Asia Equity Funds Snap up India and South Korea Stocks

Funds' exposure to China is trimmed to 33% on average.

Kate Lin 17 November, 2023 | 15:00
Facebook Twitter LinkedIn



Kate Lin: Welcome to Morningstar. It has been a one-way ride down for China equities. In the past 10 months, we have witnessed sentiment becoming more subdued and investors' bullish expectations on China falling short. But how have these affected the performance of Asian equity funds? And have managers done anything to brace for such a downturn? I'm here with Claire Liang from Morningstar. Claire, so far this year how is the decline in China equities you see across Asian equity funds that you cover?

New Investor Darlings

Cliare Liang: Yeah I think it's not very well. I think China was probably the most difficult and challenging market for many Asia equity portfolio managers over the past year or so. If we look at it from a performance attribution perspective, China was actually the biggest detractor for many Asia equity funds so far this year. But, I think it's not overly surprising, given that Chinese equities were among the worst performers in the region and the fact that the market has been quite volatile this year. So as you mentioned that the market first saw a recovery rally in late 2022 and the beginning of 2023, triggered by optimism around China's reopening. But soon after, the bearish sentiment took hold of the market again as the economic recovery was not as strong as many expected.

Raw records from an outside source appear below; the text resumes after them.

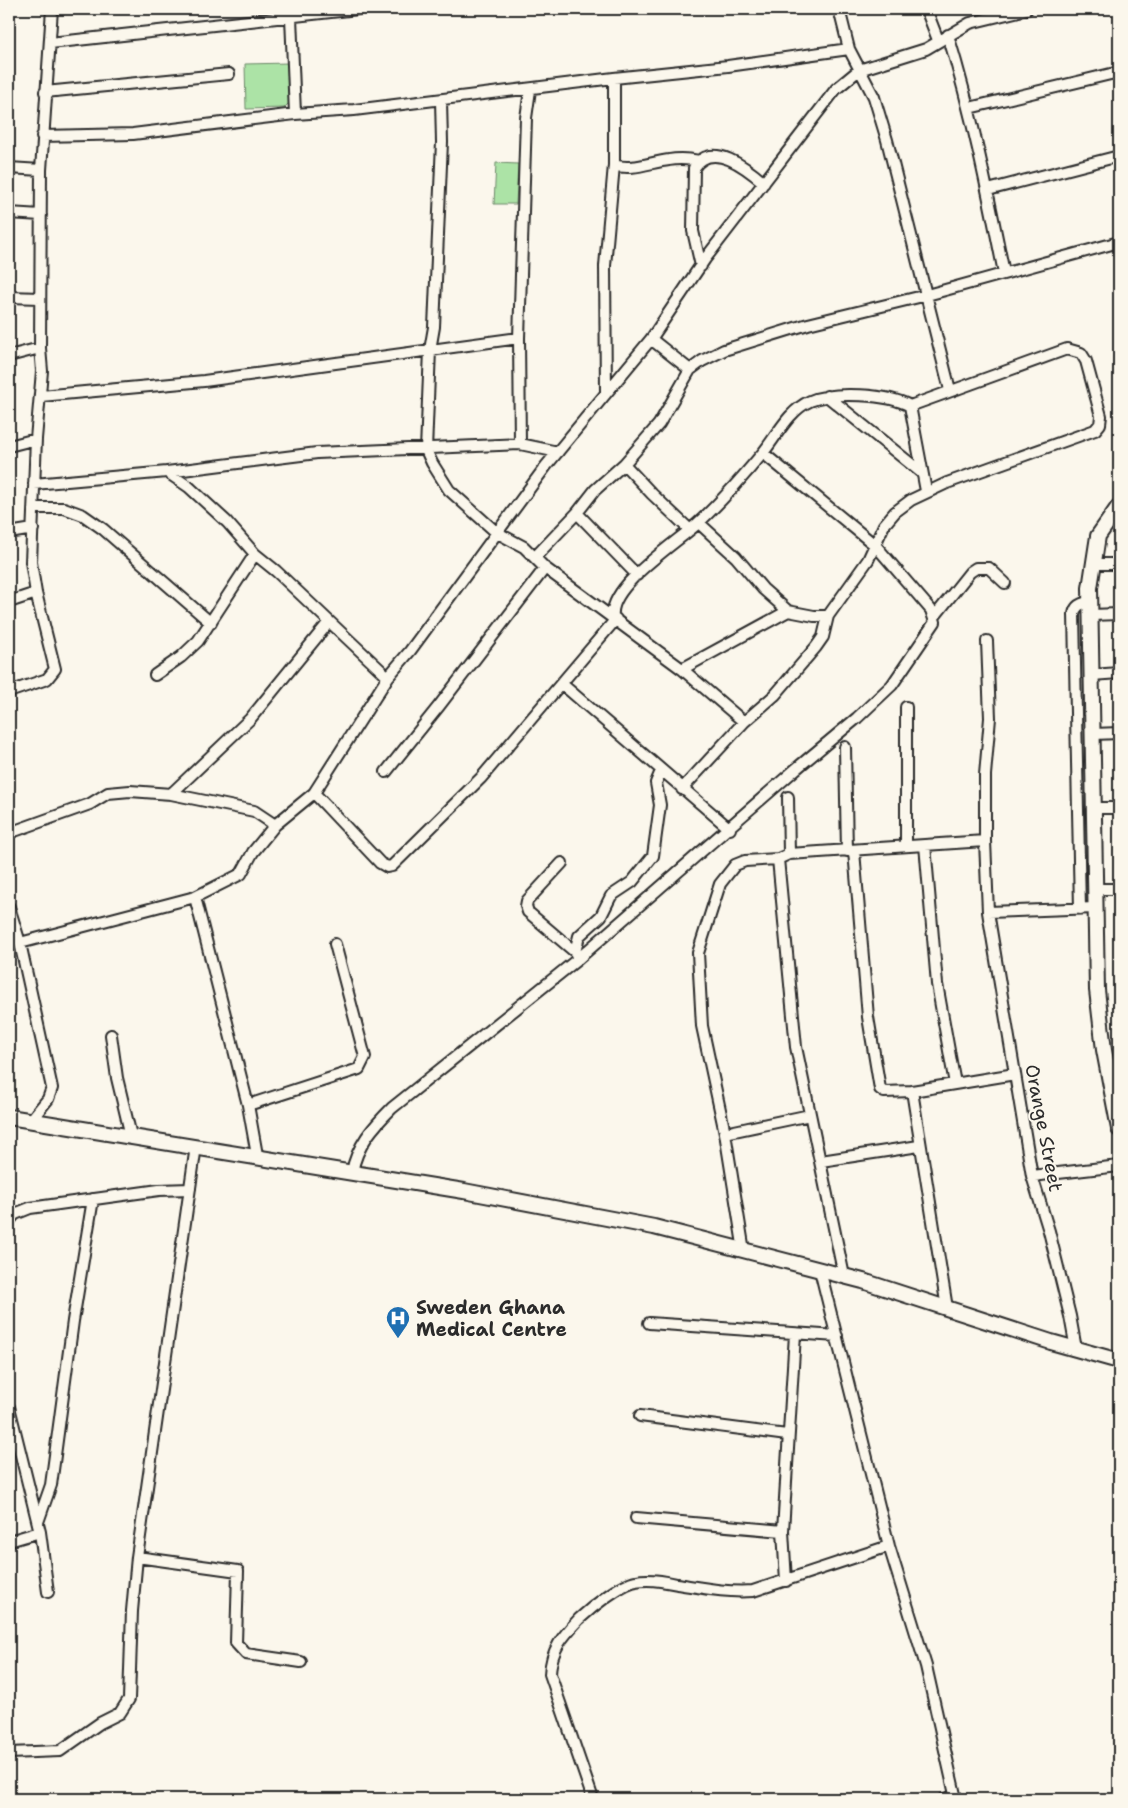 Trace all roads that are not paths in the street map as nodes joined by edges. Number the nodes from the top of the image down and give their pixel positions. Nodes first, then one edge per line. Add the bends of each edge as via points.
1 (52, 9) edge
2 (353, 9) edge
3 (358, 9) edge
4 (839, 9) edge
5 (926, 9) edge
6 (1027, 9) edge
7 (290, 17) junction
8 (943, 38) junction
9 (50, 43) junction
10 (849, 49) junction
11 (859, 70) junction
12 (1119, 72) edge
13 (229, 74) dead end
14 (614, 78) junction
15 (530, 90) junction
16 (45, 92) junction
17 (441, 100) junction
18 (969, 108) junction
19 (295, 114) junction
20 (42, 136) junction
21 (1119, 156) edge
22 (700, 161) junction
23 (614, 165) junction
24 (9, 168) edge
25 (41, 170) junction
26 (764, 183) junction
27 (988, 190) junction
28 (9, 213) edge
29 (41, 215) junction
30 (1119, 242) edge
31 (701, 266) junction
32 (1004, 273) junction
33 (927, 295) junction
34 (9, 297) edge
35 (40, 298) junction
36 (518, 338) junction
37 (651, 339) junction
38 (40, 348) junction
39 (430, 350) junction
40 (9, 356) edge
41 (690, 370) junction
42 (950, 390) junction
43 (606, 394) junction
44 (41, 396) junction
45 (827, 396) junction
46 (910, 406) junction
47 (36, 439) junction
48 (520, 444) junction
49 (9, 446) edge
50 (426, 450) junction
51 (558, 452) junction
52 (763, 453) junction
53 (624, 464) junction
54 (167, 472) junction
55 (922, 473) junction
56 (34, 484) junction
57 (926, 491) junction
58 (1119, 506) edge
59 (34, 508) junction
60 (577, 513) junction
61 (695, 526) junction
62 (33, 529) junction
63 (496, 532) junction
64 (9, 533) edge
65 (876, 546) junction
66 (255, 554) junction
67 (536, 556) junction
68 (1093, 564) junction
69 (1119, 564) edge
70 (545, 568) junction
71 (637, 575) junction
72 (1004, 583) dead end
73 (36, 593) junction
74 (9, 602) edge
75 (1091, 608) junction
76 (788, 610) junction
77 (1119, 614) edge
78 (828, 616) junction
79 (935, 616) junction
80 (614, 618) junction
81 (330, 622) junction
82 (211, 623) junction
83 (987, 641) dead end
84 (682, 669) junction
85 (1119, 673) edge
86 (1092, 675) junction
87 (155, 676) dead end
88 (388, 678) junction
89 (562, 684) junction
90 (9, 692) edge
91 (906, 707) dead end
92 (744, 722) junction
93 (1119, 733) edge
94 (1094, 734) junction
95 (845, 747) dead end
96 (662, 771) junction
97 (386, 772) dead end
98 (682, 789) junction
99 (314, 793) junction
100 (171, 794) junction
101 (788, 797) dead end
102 (1095, 808) junction
103 (1119, 808) edge
104 (275, 825) junction
105 (730, 829) junction
106 (9, 833) edge
107 (985, 841) junction
108 (925, 845) junction
109 (906, 846) junction
110 (850, 851) junction
111 (789, 854) junction
112 (778, 859) junction
113 (562, 863) dead end
114 (1096, 889) junction
115 (1119, 889) edge
116 (194, 897) junction
117 (9, 907) edge
118 (1095, 908) junction
119 (1080, 909) junction
120 (988, 912) junction
121 (20, 942) junction
122 (335, 944) dead end
123 (577, 956) junction
124 (111, 1035) dead end
125 (1015, 1074) junction
126 (955, 1084) junction
127 (912, 1091) junction
128 (248, 1105) junction
129 (810, 1115) junction
130 (9, 1117) edge
131 (31, 1120) junction
132 (1119, 1128) edge
133 (725, 1133) junction
134 (131, 1136) junction
135 (196, 1146) junction
136 (920, 1146) junction
137 (257, 1156) junction
138 (821, 1161) junction
139 (1119, 1166) edge
140 (352, 1172) junction
141 (1032, 1176) junction
142 (190, 1189) junction
143 (93, 1200) junction
144 (9, 1222) edge
145 (744, 1251) junction
146 (820, 1270) junction
147 (844, 1276) junction
148 (947, 1308) junction
149 (649, 1323) dead end
150 (795, 1334) junction
151 (837, 1336) junction
152 (1076, 1349) junction
153 (1119, 1361) edge
154 (9, 1407) edge
155 (640, 1416) dead end
156 (787, 1435) junction
157 (636, 1518) dead end
158 (39, 1527) junction
159 (782, 1531) junction
160 (9, 1541) edge
161 (888, 1546) junction
162 (137, 1557) junction
163 (786, 1581) junction
164 (48, 1592) dead end
165 (301, 1662) dead end
166 (9, 1753) edge
167 (955, 1798) edge
168 (593, 1799) edge
169 (944, 1799) edge

1 - 9 street
2 - 3 street
2 - 7 street
4 - 10 street
5 - 8 street
6 - 8 street via 970,23
7 - 9 street
7 - 19 street
8 - 11 street via 926,49
8 - 18 street
9 - 16 street
10 - 11 street
10 - 14 street
11 - 26 street via 836,89
11 - 33 street via 878,111
12 - 18 street
13 - 16 street
14 - 15 street
14 - 23 street
15 - 17 street
15 - 36 street via 526,118
16 - 20 street
17 - 19 street
17 - 39 street via 434,327
18 - 27 street
19 - 20 street via 133,134
20 - 25 street
21 - 27 street
22 - 23 street
22 - 26 street via 728,158 746,167
22 - 31 street via 694,168 693,231
23 - 43 street via 605,266
24 - 25 street
25 - 29 street
26 - 31 street
27 - 32 street
28 - 29 street
29 - 35 street
30 - 32 street
31 - 37 street
32 - 33 street
33 - 41 street via 760,338 724,350
33 - 42 street
34 - 35 street
35 - 38 street
36 - 39 street
36 - 48 street
37 - 41 street
37 - 43 street
38 - 40 street
38 - 44 street
39 - 44 street via 204,381
39 - 50 street
41 - 53 street via 659,424
42 - 46 street
42 - 57 street via 1067,349 1076,350 1086,361 1101,416 1100,424 1095,430
43 - 51 street
44 - 47 street
45 - 46 street via 901,400
45 - 52 street via 798,409
45 - 55 street
46 - 55 street
47 - 49 street
47 - 56 street
48 - 50 street via 462,445
48 - 51 street
50 - 54 street via 317,453
50 - 63 street via 448,490
51 - 63 street
52 - 61 street
52 - 65 street
53 - 60 street via 595,490
53 - 61 street via 652,494
54 - 56 street
54 - 66 street via 189,487 227,522
55 - 57 street
56 - 59 street
57 - 65 street via 895,512 884,525
58 - 68 street via 1098,536
59 - 62 street
59 - 82 street via 64,508 83,515
60 - 67 street
60 - 71 street
61 - 71 street
61 - 76 street via 736,558 763,589
62 - 64 street
62 - 73 street via 31,562
63 - 67 street
63 - 88 street
65 - 78 street
65 - 79 street
66 - 81 street
66 - 82 street
67 - 70 street
68 - 69 street
68 - 75 street
70 - 80 street
70 - 97 street
71 - 80 street via 615,600
72 - 79 street via 989,568 976,568
73 - 74 street
73 - 90 street via 55,669 47,679
75 - 77 street
75 - 86 street
75 - 119 street via 1079,604 1074,614
76 - 78 street
76 - 84 street
78 - 92 street via 823,637 816,647 775,695
79 - 105 street via 935,622 892,685
80 - 84 street
80 - 89 street
81 - 88 street
81 - 100 street via 250,719
82 - 87 street via 182,657
83 - 107 street, Orange Street via 990,718 985,775
84 - 92 street
85 - 86 street
86 - 94 street
88 - 99 street
89 - 96 street
89 - 99 street via 481,778 392,866 380,863
91 - 109 street
92 - 98 street
93 - 94 street
94 - 102 street
95 - 110 street
96 - 98 street
96 - 123 street via 656,783 660,805 653,856 632,882 611,896 601,916 579,936
98 - 105 street
99 - 104 street
100 - 104 street via 254,811
100 - 106 street via 108,793 90,804
101 - 111 street
102 - 103 street
102 - 114 street
104 - 116 street via 253,852 241,874
105 - 123 street
107 - 108 street
107 - 120 street, Orange Street
108 - 109 street
108 - 126 street via 937,984
109 - 110 street
110 - 111 street
110 - 127 street via 867,1007 880,1089 884,1092
111 - 112 street
112 - 129 street via 796,1047
112 - 133 street via 744,861 735,865 720,884 698,953 702,1026
113 - 123 street via 526,906 528,912
114 - 115 street
114 - 118 street
116 - 121 street
116 - 128 street
117 - 121 street
118 - 119 street
118 - 132 street via 1099,1019
119 - 120 street
120 - 125 street, Orange Street
121 - 131 street via 52,1088 48,1099
122 - 128 street via 365,1057 363,1064 360,1069
123 - 140 street via 392,1108 360,1146
124 - 134 street
125 - 126 street
125 - 141 street, Orange Street
126 - 127 street
127 - 136 street
128 - 137 street
129 - 133 street
129 - 138 street
130 - 131 street
131 - 134 street
133 - 145 street
134 - 135 street
135 - 137 street
135 - 142 street
136 - 138 street
136 - 148 street
137 - 140 street
138 - 147 street
139 - 141 street
140 - 145 street via 654,1227
141 - 152 street, Orange Street via 1049,1231
142 - 143 street
142 - 162 street
143 - 144 street via 30,1208 14,1214
143 - 158 street via 73,1321 52,1485
145 - 146 street
146 - 147 street
146 - 151 street
147 - 148 street
148 - 152 street
149 - 150 street
150 - 151 street
150 - 156 street
151 - 161 street
152 - 153 street
154 - 158 street
155 - 156 street
156 - 159 street
157 - 159 street
158 - 160 street
158 - 164 street
159 - 163 street
161 - 163 street
161 - 167 street via 926,1666
162 - 165 street via 238,1572 236,1643 246,1654
162 - 166 street via 129,1698 120,1713 60,1751
163 - 168 street via 753,1591 732,1592 652,1580 635,1581 586,1613 568,1631 555,1646 550,1674
167 - 169 street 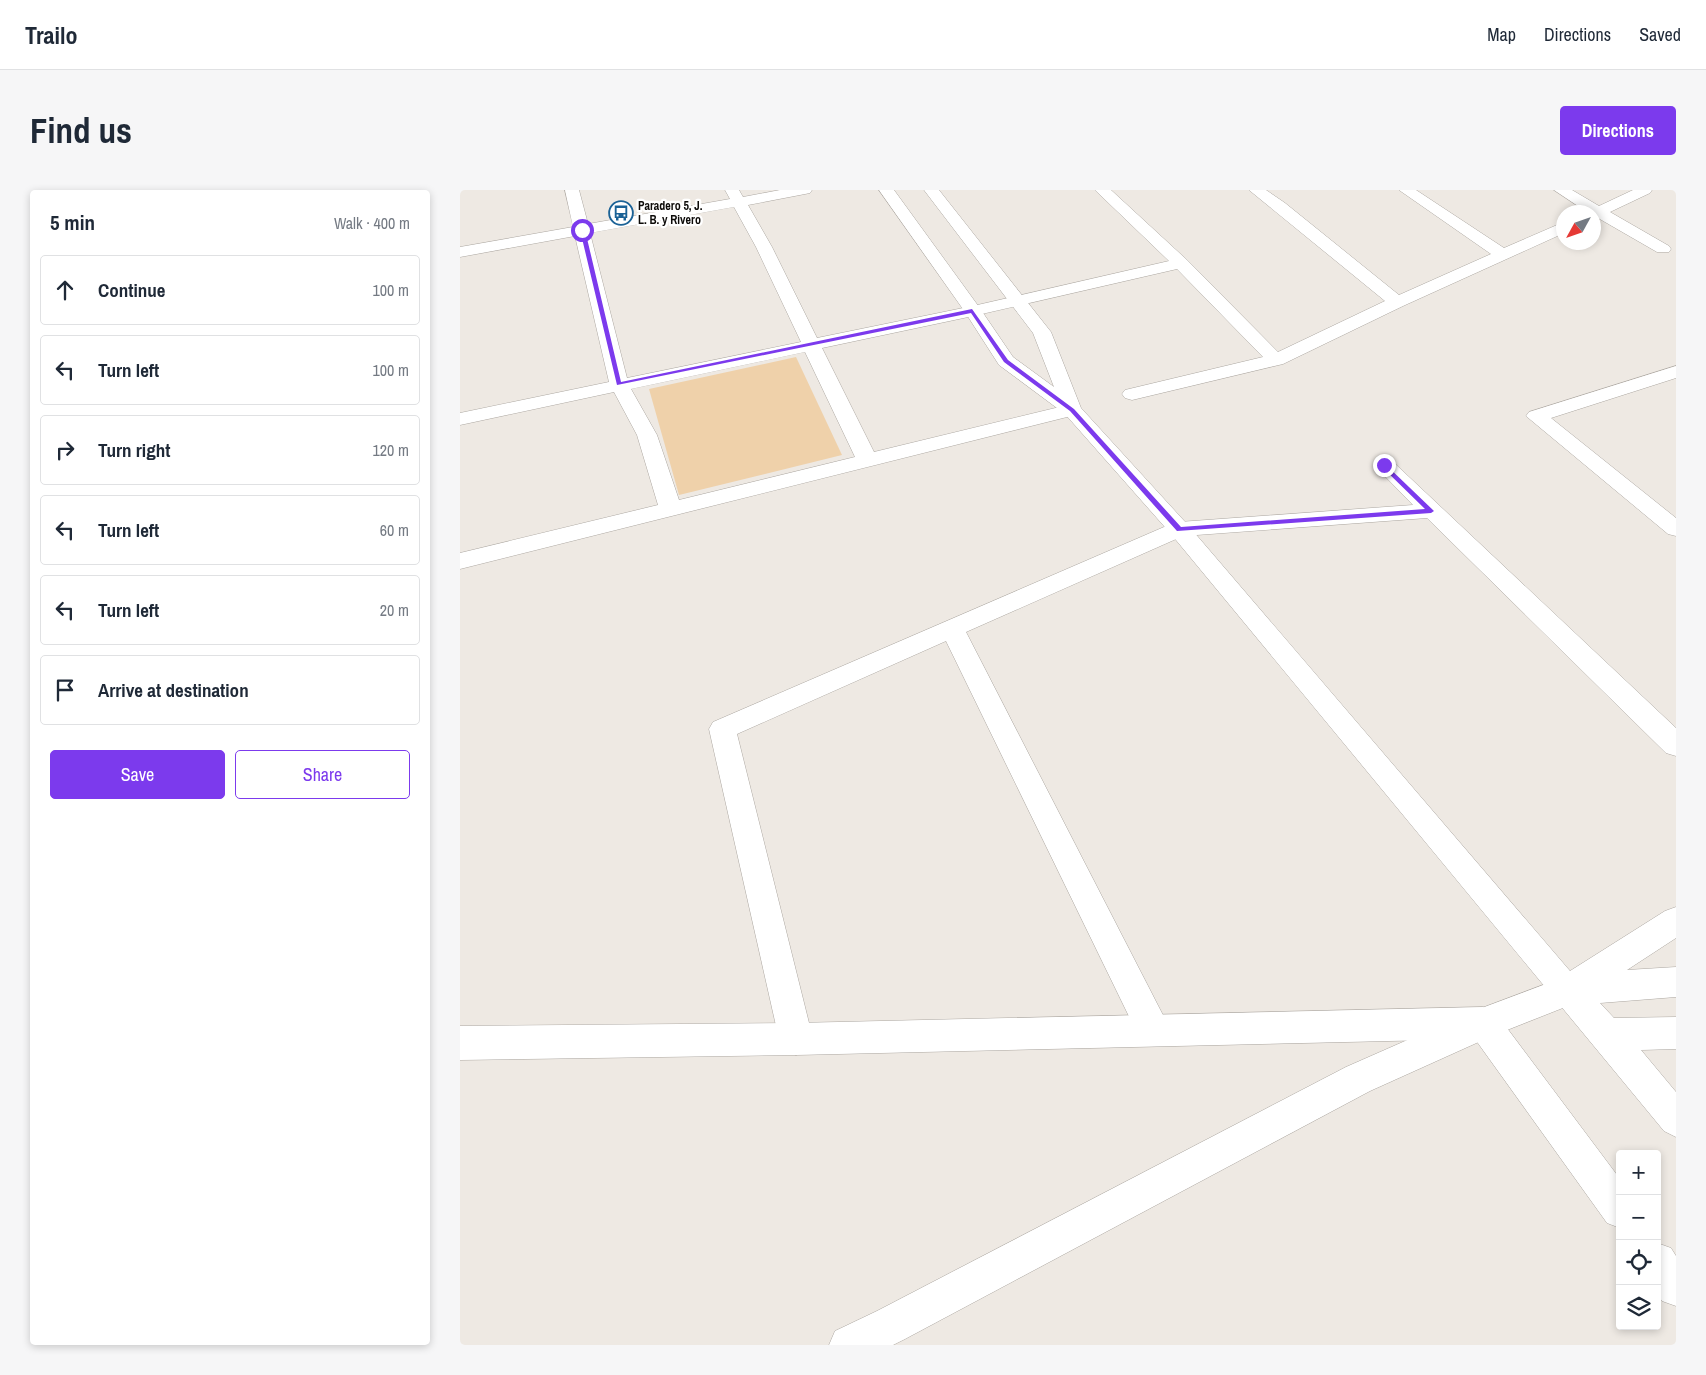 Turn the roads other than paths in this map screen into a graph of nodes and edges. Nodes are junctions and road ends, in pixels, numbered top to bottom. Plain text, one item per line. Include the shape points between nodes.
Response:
1 (572, 190) edge
2 (805, 190) edge
3 (886, 190) edge
4 (932, 190) edge
5 (1102, 190) edge
6 (1256, 190) edge
7 (1406, 190) edge
8 (1561, 190) edge
9 (1645, 190) edge
10 (735, 196) edge
11 (1585, 205) edge
12 (1601, 210) edge
13 (1601, 215) edge
14 (582, 230) junction
15 (1556, 231) edge
16 (1663, 249) dead end
17 (460, 252) edge
18 (1504, 255) junction
19 (1181, 263) junction
20 (1017, 300) junction
21 (1397, 302) junction
22 (972, 311) junction
23 (810, 345) junction
24 (1276, 360) junction
25 (1675, 373) edge
26 (619, 384) junction
27 (1132, 394) dead end
28 (1072, 410) junction
29 (460, 419) edge
30 (867, 460) junction
31 (1384, 465) dead end
32 (671, 510) junction
33 (1431, 511) junction
34 (1179, 529) junction
35 (1676, 529) edge
36 (460, 561) edge
37 (952, 628) junction
38 (1676, 745) edge
39 (1676, 921) edge
40 (1676, 982) edge
41 (1567, 991) junction
42 (1483, 1023) junction
43 (1154, 1030) junction
44 (1676, 1032) edge
45 (1607, 1035) junction
46 (796, 1039) junction
47 (460, 1042) edge
48 (1676, 1119) edge
49 (1616, 1205) edge
50 (1661, 1267) edge
51 (1676, 1287) edge
52 (894, 1335) edge
53 (849, 1345) edge

1 - 14 street
2 - 10 street
3 - 22 street
4 - 20 street
5 - 19 street
6 - 21 street
7 - 18 street
8 - 11 street
9 - 12 street
10 - 14 street
10 - 23 street via 764,247
13 - 16 street
14 - 17 street
14 - 26 street
15 - 18 street
18 - 21 street
19 - 20 street
19 - 24 street
20 - 22 street
20 - 28 street via 1042,332
21 - 24 street
22 - 23 street
22 - 28 street via 1006,361
23 - 26 street
23 - 30 street
24 - 27 street
25 - 35 street via 1536,416
26 - 29 street
26 - 32 street via 647,435
28 - 30 street
28 - 34 street
30 - 32 street
31 - 33 street
32 - 36 street
33 - 34 street
33 - 38 street
34 - 37 street
34 - 41 street
37 - 43 street
37 - 46 street via 722,729
39 - 41 street
40 - 41 street
41 - 42 street
41 - 45 street
42 - 43 street
42 - 49 street
42 - 52 street via 1358,1079
43 - 46 street
44 - 45 street
45 - 48 street
46 - 47 street
50 - 51 street
52 - 53 street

And within Chinese equities, there are also many challenges for portfolio managers. For example, the market selldown has partly been driven by foreign capital outflows. So we've seen the more widely-owned stocks have actually fallen more and this hurt many Asian equity fund managers who choose to hold on to their bets. Another reason is that, this year, the China market has favored cheap state-owned enterprises, due to the optimism around the reforms. But many portfolio managers we cover tend to stay away from those SOEs, due to their low quality and also poor corporate governance in general. And many of them remained cautious before more tangible results being delivered. So all these factors actually posed challenges for Asia equity managers to navigate the China market this year.

How Has China Exposure Changed in Asia Funds?

Lin: Right, with all these factors, how have their China positions changed over the past 10 months?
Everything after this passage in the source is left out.